For most people on a sensible taper, mild symptoms last one to three weeks after each dose drop. After full discontinuation, the longer-tail symptoms (dizziness on quick head movements, intermittent zaps, mood lability) typically settle within four to eight weeks. A small minority experience protracted withdrawal lasting months; this is more likely after fast tapers from long-term use of paroxetine or venlafaxine.
Can I just skip days instead of using a liquid?
Alternate-day dosing works for fluoxetine because of its long half-life. For nearly every other antidepressant it produces miniature withdrawals on the off days and is one of the worst ways to come off. Liquid formulations or compounded capsules are dramatically smoother.
Will my insurance cover a compounded taper?
Most commercial plans do not cover compounded micro-doses, which can run $40 to $90 a month out of pocket. Liquid concentrate of fluoxetine, sertraline, citalopram, and paroxetine is FDA-approved and usually covered the same as the tablet form when prescribed correctly.
Is it safe to taper while pregnant?
That decision belongs with a reproductive psychiatrist. Untreated depression in pregnancy carries real risks of its own, and stopping mid-pregnancy can be more destabilising than continuing. SAMHSA’s National Helpline can connect patients with perinatal mental health specialists in their state.
What if I have to restart?
Restarting is not a failure. Many people need two or three full courses of treatment across a lifetime. The data on getting back to remission on a previously-effective drug is good: roughly 70 to 80 percent of patients respond again to the same medication that worked before, often faster than the first time.
The bottom line
Tapering off antidepressants works when the schedule respects the pharmacology and the person has real support around them. The old habit of halving the dose for two weeks and stopping is the reason so many patients believe they “can’t come off” their medication. Hyperbolic tapers, liquid formulations, monthly prescriber check-ins, and a serious recovery toolkit have changed the picture. The goal is not to be on or off pills. The goal is to be well, with the smallest medication footprint that keeps you that way.
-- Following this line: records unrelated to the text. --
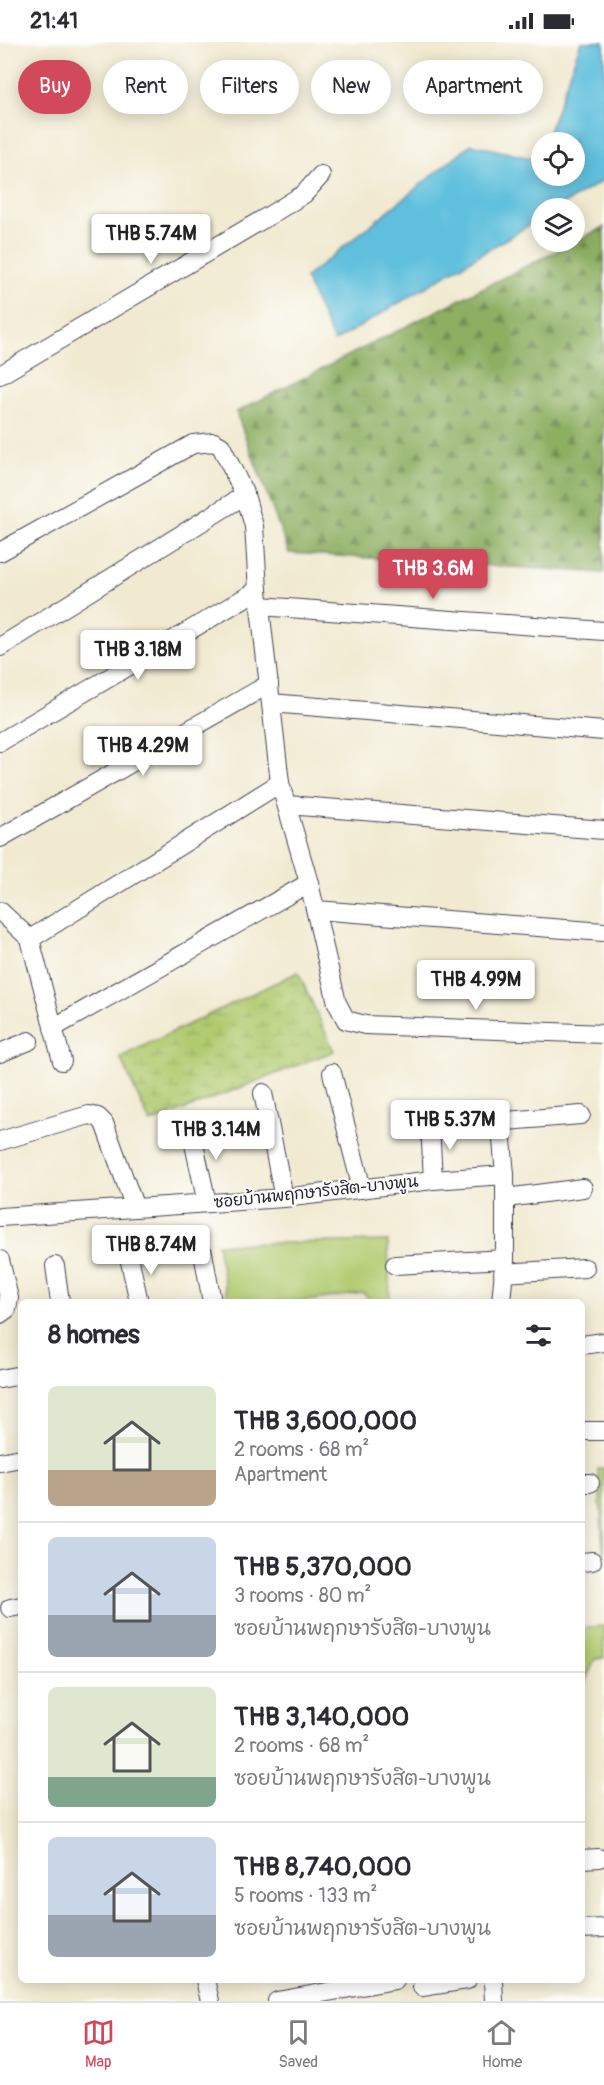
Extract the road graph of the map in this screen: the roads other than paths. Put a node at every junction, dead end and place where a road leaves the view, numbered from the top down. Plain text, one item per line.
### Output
1 (321, 175) dead end
2 (0, 375) edge
3 (245, 495) junction
4 (0, 552) edge
5 (259, 598) junction
6 (604, 631) edge
7 (0, 647) edge
8 (269, 684) junction
9 (271, 703) junction
10 (604, 731) edge
11 (0, 742) edge
12 (280, 783) junction
13 (287, 805) junction
14 (604, 830) edge
15 (0, 838) edge
16 (309, 883) junction
17 (316, 910) junction
18 (2, 916) edge
19 (604, 932) edge
20 (30, 939) junction
21 (53, 1028) junction
22 (604, 1034) edge
23 (28, 1041) dead end
24 (0, 1053) edge
25 (62, 1061) dead end
26 (332, 1073) dead end
27 (263, 1093) dead end
28 (581, 1115) dead end
29 (430, 1124) dead end
30 (190, 1126) dead end
31 (0, 1141) edge
32 (505, 1175) junction
33 (434, 1180) junction
34 (583, 1188) dead end
35 (362, 1189) junction
36 (284, 1198) junction
37 (506, 1198) junction
38 (207, 1203) junction
39 (135, 1208) junction
40 (0, 1217) edge
41 (203, 1253) dead end
42 (129, 1257) dead end
43 (0, 1260) edge
44 (395, 1265) dead end
45 (55, 1266) dead end
46 (504, 1266) junction
47 (585, 1268) dead end
48 (60, 1299) edge
49 (137, 1299) edge
50 (211, 1299) edge
51 (501, 1299) edge
52 (0, 1314) edge
53 (604, 1342) edge
54 (585, 1345) edge
55 (18, 1376) edge
56 (0, 1379) edge
57 (585, 1431) edge
58 (604, 1431) edge
59 (18, 1459) edge
60 (0, 1462) edge
61 (604, 1928) edge
62 (585, 1929) edge
63 (206, 1983) edge
64 (378, 1983) edge
65 (448, 1983) edge
66 (493, 1983) edge
67 (422, 1987) dead end
68 (210, 2001) edge
69 (277, 2001) edge
70 (494, 2001) edge

1 - 2 street
3 - 4 street
3 - 5 street
3 - 7 street
5 - 6 street
5 - 8 street
5 - 11 street
8 - 9 street
8 - 15 street
9 - 10 street
9 - 12 street
12 - 13 street
12 - 20 street
13 - 14 street
13 - 16 street
16 - 17 street
16 - 21 street
17 - 19 street
17 - 22 street
18 - 20 street
20 - 21 street
21 - 25 street
23 - 24 street
26 - 35 street
27 - 36 street
28 - 32 street
29 - 33 street
30 - 38 street
31 - 39 street
32 - 33 street, ซอยบ้านพฤกษารังสิต-บางพูน
32 - 37 street
33 - 35 street, ซอยบ้านพฤกษารังสิต-บางพูน
34 - 37 street
35 - 36 street, ซอยบ้านพฤกษารังสิต-บางพูน
36 - 38 street, ซอยบ้านพฤกษารังสิต-บางพูน
37 - 46 street
38 - 39 street, ซอยบ้านพฤกษารังสิต-บางพูน
39 - 40 street, ซอยบ้านพฤกษารังสิต-บางพูน
41 - 50 street
42 - 49 street
43 - 52 street
44 - 46 street
45 - 48 street
46 - 47 street
46 - 51 street
53 - 54 street
55 - 56 street
57 - 58 street
59 - 60 street
61 - 62 street
63 - 68 street
64 - 69 street
65 - 67 street
66 - 70 street

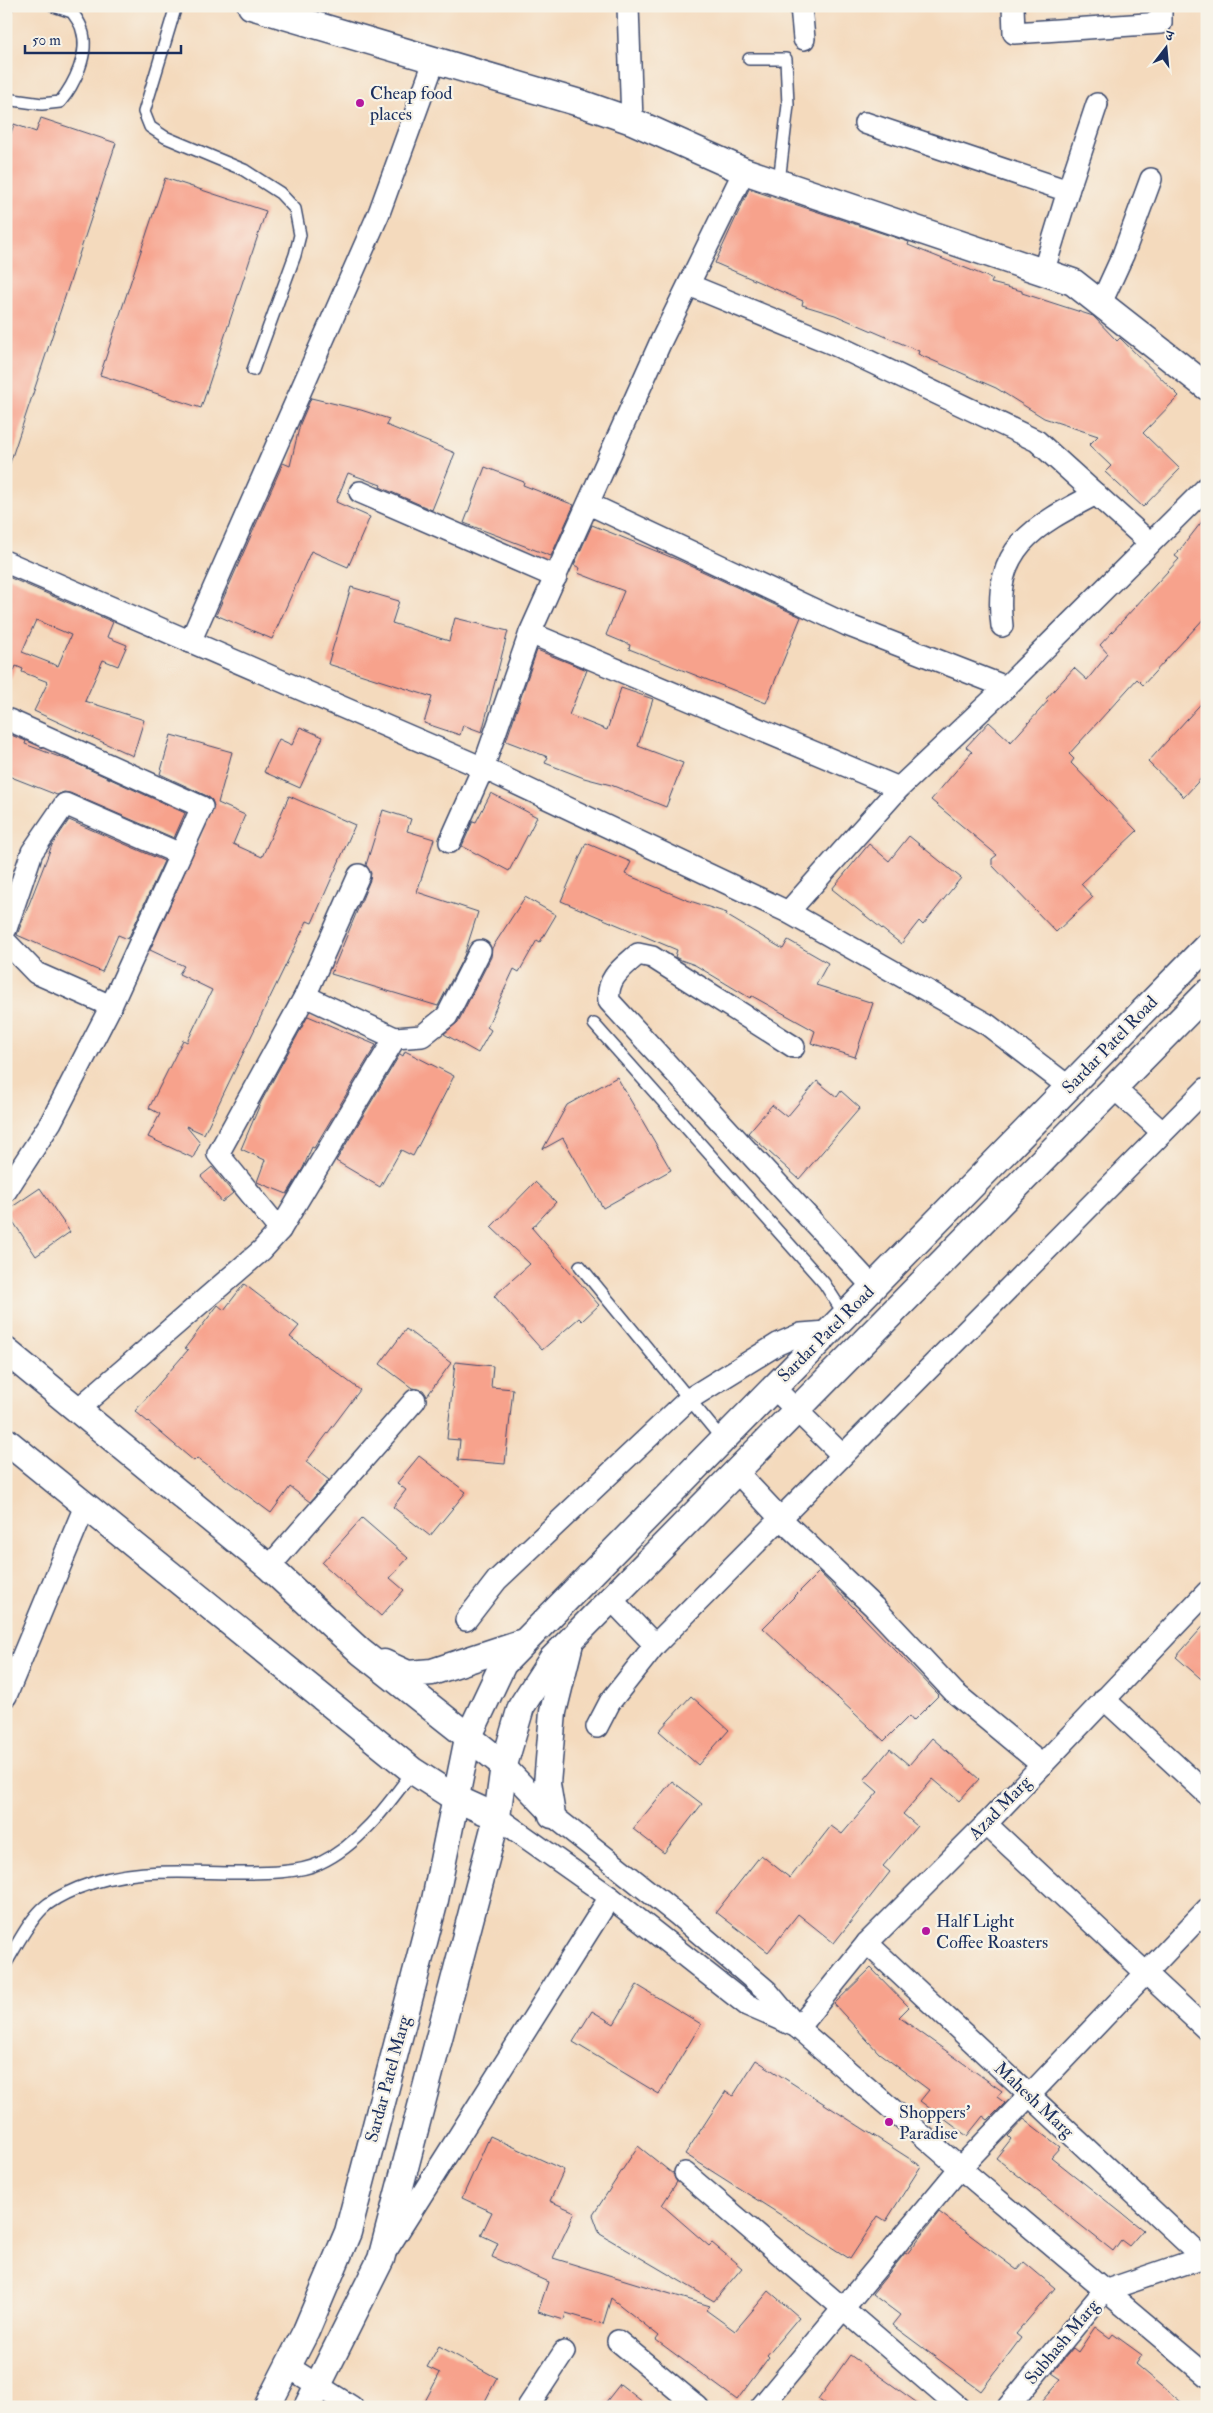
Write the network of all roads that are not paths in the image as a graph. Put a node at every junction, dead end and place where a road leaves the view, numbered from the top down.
1 (54, 6) edge
2 (176, 6) edge
3 (251, 6) edge
4 (628, 6) edge
5 (801, 6) edge
6 (1013, 6) edge
7 (1161, 6) edge
8 (804, 39) dead end
9 (749, 59) dead end
10 (435, 60) junction
11 (6, 99) edge
12 (1097, 104) dead end
13 (632, 121) junction
14 (865, 123) dead end
15 (744, 171) junction
16 (1151, 179) dead end
17 (779, 182) junction
18 (1068, 191) junction
19 (1043, 273) junction
20 (689, 285) junction
21 (1101, 303) junction
22 (253, 370) dead end
23 (1206, 382) edge
24 (1207, 487) edge
25 (360, 492) dead end
26 (1096, 494) junction
27 (589, 504) junction
28 (1150, 543) junction
29 (6, 562) edge
30 (556, 577) junction
31 (1002, 626) dead end
32 (530, 633) junction
33 (190, 642) junction
34 (1006, 687) junction
35 (9, 720) dead end
36 (483, 768) junction
37 (899, 788) junction
38 (450, 842) dead end
39 (180, 854) junction
40 (359, 875) dead end
41 (788, 912) junction
42 (6, 928) edge
43 (6, 942) edge
44 (1207, 946) edge
45 (480, 952) dead end
46 (1207, 993) edge
47 (305, 996) junction
48 (111, 1006) junction
49 (594, 1024) dead end
50 (395, 1038) junction
51 (794, 1047) dead end
52 (1069, 1087) junction
53 (1114, 1088) junction
54 (1207, 1088) edge
55 (1162, 1132) junction
56 (6, 1191) edge
57 (280, 1230) junction
58 (580, 1266) dead end
59 (872, 1286) junction
60 (827, 1332) junction
61 (6, 1351) edge
62 (834, 1372) junction
63 (773, 1387) junction
64 (689, 1399) junction
65 (415, 1400) dead end
66 (78, 1409) junction
67 (795, 1411) junction
68 (722, 1439) junction
69 (6, 1441) edge
70 (842, 1455) junction
71 (736, 1471) junction
72 (84, 1506) junction
73 (780, 1518) junction
74 (269, 1568) junction
75 (1207, 1592) edge
76 (610, 1599) junction
77 (466, 1620) dead end
78 (571, 1640) junction
79 (523, 1642) junction
80 (655, 1645) junction
81 (361, 1652) junction
82 (6, 1696) edge
83 (1104, 1699) junction
84 (597, 1727) dead end
85 (468, 1738) junction
86 (1042, 1764) junction
87 (504, 1765) junction
88 (413, 1771) junction
89 (1207, 1794) edge
90 (455, 1798) junction
91 (552, 1816) junction
92 (497, 1817) junction
93 (986, 1824) junction
94 (610, 1897) junction
95 (1207, 1909) edge
96 (867, 1943) junction
97 (6, 1963) edge
98 (1145, 1974) junction
99 (798, 2028) junction
100 (1207, 2030) edge
101 (1030, 2096) junction
102 (960, 2168) junction
103 (685, 2173) dead end
104 (1205, 2256) edge
105 (382, 2259) junction
106 (1104, 2291) junction
107 (843, 2309) junction
108 (618, 2341) dead end
109 (564, 2352) dead end
110 (287, 2366) junction
111 (1207, 2376) edge
112 (312, 2396) edge
113 (267, 2407) edge
114 (352, 2407) edge
115 (528, 2407) edge
116 (698, 2407) edge
117 (761, 2407) edge
118 (958, 2407) edge
119 (1008, 2407) edge

1 - 11 lane
2 - 22 lane
3 - 10 street
4 - 13 street
5 - 8 street
6 - 7 street
9 - 17 lane
10 - 13 street
10 - 33 street
12 - 18 street
13 - 15 street
14 - 18 street
15 - 17 street
15 - 20 street
16 - 21 street
17 - 19 street
18 - 19 street
19 - 21 street
20 - 26 street
20 - 27 street
21 - 23 street
24 - 28 street
25 - 30 street
26 - 28 street
26 - 31 street
27 - 30 street
27 - 34 street
28 - 34 street
29 - 33 street
30 - 32 street
32 - 36 street
32 - 37 street
33 - 36 street
34 - 37 street
35 - 39 street
36 - 38 street
36 - 41 street
37 - 41 street
39 - 42 street
39 - 48 street
40 - 47 street
41 - 52 street
43 - 48 street
44 - 52 street, Sardar Patel Road
45 - 50 street
46 - 53 street, Sardar Patel Road
47 - 50 street
47 - 57 street
48 - 56 street
49 - 60 lane
50 - 57 street
51 - 59 street
52 - 59 street, Sardar Patel Road
53 - 55 street
53 - 62 street, Sardar Patel Road
54 - 55 street
55 - 70 street
57 - 66 street
58 - 64 lane
59 - 60 street, Sardar Patel Road
60 - 62 street
60 - 63 street, Sardar Patel Road
60 - 64 street
61 - 66 street
62 - 67 street, Sardar Patel Road
63 - 67 street
63 - 68 street, Sardar Patel Road
64 - 68 lane
64 - 77 street
65 - 74 street
66 - 74 street
67 - 70 street
67 - 71 street, Sardar Patel Road
68 - 79 street, Sardar Patel Road
69 - 72 street
70 - 73 street
71 - 73 street
71 - 76 street, Sardar Patel Road
72 - 82 street
72 - 88 street
73 - 80 street
73 - 86 street
74 - 81 street
75 - 83 street, Azad Marg
76 - 78 street, Sardar Patel Road
76 - 80 street
78 - 87 street, Sardar Patel Road
78 - 91 street
79 - 81 street
79 - 85 street, Sardar Patel Road
80 - 84 street
81 - 85 street
83 - 86 street, Azad Marg
83 - 89 street
85 - 87 street
85 - 90 street, Sardar Patel Marg
86 - 93 street, Azad Marg
87 - 91 street
87 - 92 street, Sardar Patel Road
88 - 90 street
88 - 97 lane
90 - 92 street
90 - 110 street, Sardar Patel Marg
91 - 99 street
92 - 94 street
92 - 105 street, Sardar Patel Road
93 - 96 street, Azad Marg
93 - 98 street
94 - 99 street
94 - 105 street
95 - 98 street
96 - 99 street, Azad Marg
96 - 101 street, Mahesh Marg
98 - 100 street
98 - 101 street
99 - 102 street
101 - 102 street
101 - 104 street, Mahesh Marg
102 - 106 street
102 - 107 street
103 - 107 street
104 - 106 street, Subhash Marg
105 - 112 street, Sardar Patel Road
106 - 111 street
106 - 119 street, Subhash Marg
107 - 117 street
107 - 118 street
108 - 116 street
109 - 115 street
110 - 112 street
110 - 113 street, Sardar Patel Marg
112 - 114 street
If you are in crisis or having thoughts of suicide, call or text 988 to reach the Suicide and Crisis Lifeline. Help is free and confidential, twenty-four hours a day.
This article is for educational purposes only and does not constitute medical advice. Do not change or stop any prescribed medication without consulting your prescriber. Discontinuation reactions can be severe, and individual response varies considerably.